Desculpe-me, Sr. C

 Sr. C, 

Venho tomando espaços seus no lugar em que o senhor reinava. As pessoas vem me enaltecendo por conta da minha facilidade mercuriana.

Sempre lhe vi com uma capacidade de enxergar a falsidade intelectual. Derrubar máscaras de engenhosidade, as fachadas. Isso também era próprio daquele que se tornou nosso amigo-inimigo em comum. Nunca me dei bem com esses olhares que me desnudam.

Esse nosso traidor me revelou intimidades suas que me comprometeram sua imagem. Espero que me perdoe por ter tido acesso a estas informações privilegiadas para aqueles que partilhavam do pão em sua mesa.

O senhor ainda me vem como exemplo de invejável perseverança e honestidade intelectual. Busco agora que está morto converter essa inveja em admiração e espelhamento. Perdoe-me por o não ter feito em vida.

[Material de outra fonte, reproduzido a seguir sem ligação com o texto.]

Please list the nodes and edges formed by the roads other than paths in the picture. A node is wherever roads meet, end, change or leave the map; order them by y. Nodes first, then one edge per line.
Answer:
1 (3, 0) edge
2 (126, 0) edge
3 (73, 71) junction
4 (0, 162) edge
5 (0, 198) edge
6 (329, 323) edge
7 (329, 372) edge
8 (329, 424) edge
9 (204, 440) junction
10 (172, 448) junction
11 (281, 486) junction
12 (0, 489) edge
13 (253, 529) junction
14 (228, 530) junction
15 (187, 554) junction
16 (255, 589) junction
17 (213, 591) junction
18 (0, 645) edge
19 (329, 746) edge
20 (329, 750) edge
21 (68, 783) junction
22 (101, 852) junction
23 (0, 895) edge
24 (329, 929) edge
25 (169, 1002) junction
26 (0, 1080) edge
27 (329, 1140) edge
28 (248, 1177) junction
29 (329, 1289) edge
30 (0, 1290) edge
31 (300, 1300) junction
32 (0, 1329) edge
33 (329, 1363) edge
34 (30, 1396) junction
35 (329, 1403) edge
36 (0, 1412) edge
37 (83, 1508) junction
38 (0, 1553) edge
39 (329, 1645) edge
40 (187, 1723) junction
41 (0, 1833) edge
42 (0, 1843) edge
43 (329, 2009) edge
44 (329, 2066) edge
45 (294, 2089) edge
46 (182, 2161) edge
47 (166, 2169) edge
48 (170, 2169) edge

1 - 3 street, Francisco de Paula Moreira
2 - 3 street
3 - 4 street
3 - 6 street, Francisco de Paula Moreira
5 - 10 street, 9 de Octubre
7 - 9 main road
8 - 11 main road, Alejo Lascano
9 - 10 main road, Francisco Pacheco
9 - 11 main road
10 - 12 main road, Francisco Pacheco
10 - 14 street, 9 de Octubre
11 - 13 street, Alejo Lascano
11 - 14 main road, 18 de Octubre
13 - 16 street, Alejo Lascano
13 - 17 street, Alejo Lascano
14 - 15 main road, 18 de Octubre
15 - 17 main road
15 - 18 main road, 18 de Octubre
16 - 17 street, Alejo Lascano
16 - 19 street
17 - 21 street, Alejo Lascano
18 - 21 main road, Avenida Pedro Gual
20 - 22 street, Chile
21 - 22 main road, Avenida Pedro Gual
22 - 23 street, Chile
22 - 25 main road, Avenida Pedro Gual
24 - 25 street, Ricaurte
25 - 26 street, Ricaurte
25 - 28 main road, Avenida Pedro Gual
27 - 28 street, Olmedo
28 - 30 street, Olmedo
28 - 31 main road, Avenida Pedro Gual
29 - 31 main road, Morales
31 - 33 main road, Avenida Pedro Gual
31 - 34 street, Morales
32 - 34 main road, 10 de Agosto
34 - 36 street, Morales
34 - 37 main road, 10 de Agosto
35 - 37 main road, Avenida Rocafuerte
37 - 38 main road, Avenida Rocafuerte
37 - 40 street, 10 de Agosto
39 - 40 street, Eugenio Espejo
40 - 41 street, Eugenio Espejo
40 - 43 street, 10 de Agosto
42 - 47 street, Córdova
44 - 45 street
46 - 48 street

As múltiplas funções que acumulo me impedem de alçar vôos mais altos, na mesma medida que me protegem das quedas portentosas, asas chamuscadas pelo sol de ilusões.

Ressalvas feitas, coração revelado para você que já deve enxergar muito do que não consigo dizer, peço o apoio possível para conseguir conquistar o que quer que seja em prol de nossa doutrina e do exercício de uma medicina à altura dela. 

Sei que preciso estudar mais, ler mais, me esforçar mais. De novo, que a paternidade e o matrimônio não me venham como desculpas diante do Criador, mas Ele sabe como me pesam estas funções, ao mesmo tempo que me salvam. 

Permita-me continuar naquele centro que foi seu, e de Cristo. Aponta-me as leituras que podem de algum modo continuar sua obra intelectual. Aceita que essas obras tragam algo de mim. Mas, age de tal forma que esse algo não seja uma mancha que as deixe incompreensíveis, apenas um estilo, sem se distanciar da verdade. Sei que está do lado de outros tantos que podem arejar minha inteligência, intermedeia, pois, a favor do que posso contribuir. 

Mesmo depois de qualquer parceria entre mim e o senhor, terei a face corada ao lhe encontrar do outro lado, pelo medo de que desmascare minhas vaidades. Possam elas, pelo menos, servirem ao Cristo e não ao meu culto.